As an industry, we sort of jumble this group in the “non-person entity” bucket. The IAM infrastructure isn’t dealing with a person, so it much all be the same. I commented on this back in November with a pretty coarse grained attempted at “Machine Identity 101” described here. Even since then things move on – or perhaps I just become more aware of the nuance and have unlearned some mistakes!

I had a great briefing by the co-founder of SPIRL recently, Evan Gilman. If the name is familiar he co-authored Zero Trust Networks for O’Reilly back in 2017 – well worth a read even if things have moved on a little since then. SPIRL is a startup looking to build out specific support for workload identity. This is based on a standard called SPIFFE – Secure Production Identity Framework for Everyone. The focus here is on software in heterogeneous and dynamic environments.

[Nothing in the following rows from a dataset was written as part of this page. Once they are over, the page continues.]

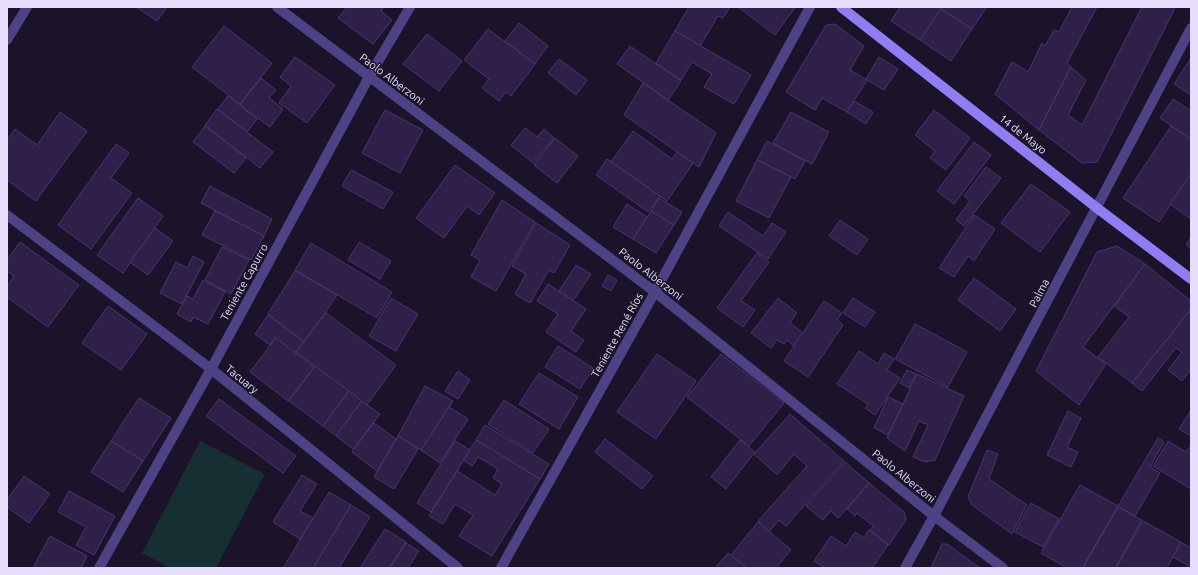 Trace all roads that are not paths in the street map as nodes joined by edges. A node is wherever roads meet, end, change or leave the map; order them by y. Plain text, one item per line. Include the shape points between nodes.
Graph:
1 (27, 7) edge
2 (277, 7) edge
3 (410, 7) edge
4 (810, 7) edge
5 (841, 7) edge
6 (1191, 28) edge
7 (7, 40) edge
8 (369, 77) junction
9 (1097, 208) junction
10 (7, 215) edge
11 (1191, 279) edge
12 (655, 292) junction
13 (211, 369) junction
14 (934, 516) junction
15 (99, 568) edge
16 (458, 568) edge
17 (501, 568) edge
18 (905, 568) edge
19 (1003, 568) edge

1 - 7 street
2 - 8 street, Paolo Alberzoni
3 - 8 street, Teniente Capurro
4 - 12 street, Teniente René Ríos
5 - 9 main road, 14 de Mayo
6 - 9 street, Palma
8 - 12 street, Paolo Alberzoni
8 - 13 street, Teniente Capurro
9 - 11 main road, 14 de Mayo
9 - 14 street, Palma
10 - 13 street, Tacuary
12 - 14 street, Paolo Alberzoni
12 - 17 street, Teniente René Ríos
13 - 15 street, Teniente Capurro
13 - 16 street, Tacuary
14 - 18 street, Palma
14 - 19 street, Paolo Alberzoni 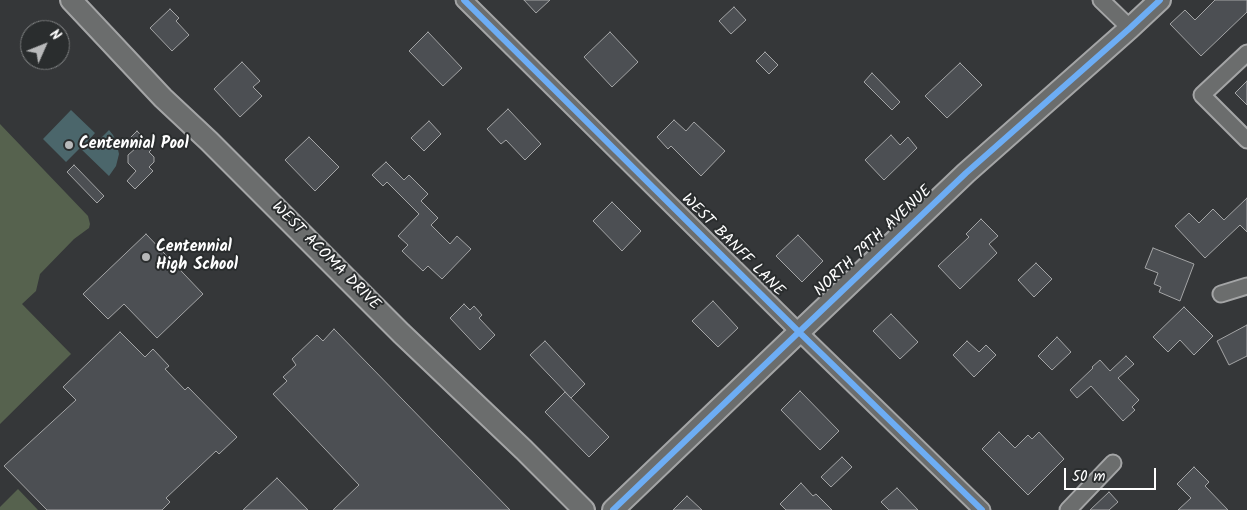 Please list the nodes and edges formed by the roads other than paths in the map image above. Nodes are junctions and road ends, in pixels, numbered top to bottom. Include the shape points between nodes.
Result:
1 (71, 0) edge
2 (464, 0) edge
3 (1101, 0) edge
4 (1160, 0) edge
5 (1130, 28) junction
6 (1247, 53) edge
7 (1247, 140) edge
8 (1247, 286) edge
9 (1220, 294) dead end
10 (799, 332) junction
11 (1114, 463) dead end
12 (584, 510) edge
13 (613, 510) edge
14 (982, 510) edge
15 (1068, 510) edge

1 - 12 street, WEST ACOMA DRIVE via 163,98
2 - 10 street, WEST BANFF LANE
3 - 5 street
4 - 5 street, NORTH 79TH AVENUE
5 - 10 street, NORTH 79TH AVENUE via 966,174
6 - 7 street via 1202,95
8 - 9 street
10 - 13 street, NORTH 79TH AVENUE
10 - 14 street, WEST BANFF LANE
11 - 15 street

What does that mean? Well typically systems that are very different to one another and dynamic in the sense they may well be quite short lived, under constant flux and change and maybe deployed in a range of environments. Evan brought up an interesting point about the nuance between workload identity and machine identity.

So in this respect how does a workload differ from a machine? Well machines will typically be host centric and operating system related. That could be anything from bare metal servers (remember those?) right through to more specific devices working in the IoT, industrial IoT, aviation, transport or medical spaces. The net-net, is that the identifier is perhaps linked to something baked into the physical material of the device. Maybe the device has a TPM (trusted platform module) that is shipped with key material that is used in turn to create further derived keys used for authentication or session material. It is also worth adding here that the instantiation of the machine is likely to be one. Of course machines could be virtualised, but the same scale, issuance and governance steps would be applicable.

From a workload point of view, this is most definitely falling into the software world – where scale, instantiation and behaviours will be somewhat different. This workload concept may cover a particular service (aka web front end) right down to a particular process. This workload world will also introduce some interesting concepts too – how to avoid secret zero, how to define an identifier, prove ownership of that identifier and in turn rotate and reset issued credentials. SPIFFE is here to help with a lot of that.

The emerging demand for workload related management is seeing a few interesting challenges. Do organisations look to build out a management infrastructure themselves or start to build atop of things like SPIFFE (and SPIRE which is essentially a server/agent approach for deploying SPIFFE).

Clearly workload identity will also require a range of management capabilities too – from reporting, visibility, discovery, cryptographic agility options right through to more tightly built integrations, recipes and deployment accelerators.

Like we saw with OAuth2 and OIDC a decade ago, the standard itself is just the first step in the long road of adoption – where the repeatable and observable needs for production are not always met.